The data showed no evidence of genetic predisposition. This led the research team to conclude that clonal haematopoiesis has environmental rather than genetic causes.
“Otherwise, relatively more identical twins would have developed clonal haematopoiesis if their co-twin had it. This is a negative result but nevertheless positive. The best news is that our study found no evidence that clonal haematopoiesis in the elderly is hereditary or increase mortality – and only strong data such as those in the Danish Twin Registry can demonstrate this,” says Kirsten Grønbæk.
However, the findings only apply for now to clonal haematopoiesis among people older than 73 years.
Important to decide who to monitor
Kirsten Grønbæk says that the researchers have previously shown that people with both anaemia and clonal haematopoiesis have a substantially increased risk of developing myelodysplastic syndrome and leukaemia over 1–10 years.
“They should be monitored closely. We therefore have several research projects underway focusing on whether the development of myelodysplastic syndrome and leukaemia can be delayed or completely prevented in this group,” says Kirsten Grønbæk.

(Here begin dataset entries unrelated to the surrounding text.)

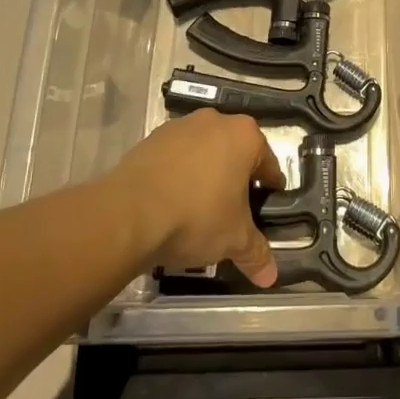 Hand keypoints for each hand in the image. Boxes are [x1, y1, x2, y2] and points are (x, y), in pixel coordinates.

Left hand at [109, 112, 282, 287]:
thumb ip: (256, 253)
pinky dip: (177, 175)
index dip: (269, 188)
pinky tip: (171, 202)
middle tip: (232, 211)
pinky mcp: (150, 139)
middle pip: (234, 153)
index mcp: (244, 136)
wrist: (128, 214)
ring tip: (197, 209)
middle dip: (235, 179)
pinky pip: (174, 157)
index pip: (267, 163)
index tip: (265, 207)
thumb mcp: (234, 240)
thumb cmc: (196, 217)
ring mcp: (180, 127)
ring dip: (204, 174)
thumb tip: (271, 277)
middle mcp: (215, 121)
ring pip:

“But few older people with clonal haematopoiesis have anaemia. It is therefore important to decide which older people should be monitored and thus become patients and which ones should remain healthy older people without unnecessary worries,” adds Kirsten Grønbæk.
“Clonal hematopoiesis in elderly twins: concordance, discordance and mortality” has been published in Blood. The study was supported by Odense University Hospital AgeCare (Academy of Geriatric Cancer Research) and the Danish Cancer Society. The Novo Nordisk Foundation awarded a 5-year clinical research grant in 2013 to Kirsten Grønbæk for the project Translational Epigenetics in Haematological Cancer, and in 2017 she joined the Foundation-funded Program for Translational Hematology, which is part of the Novo Nordisk Foundation Center for Stem Cell Biology, DanStem.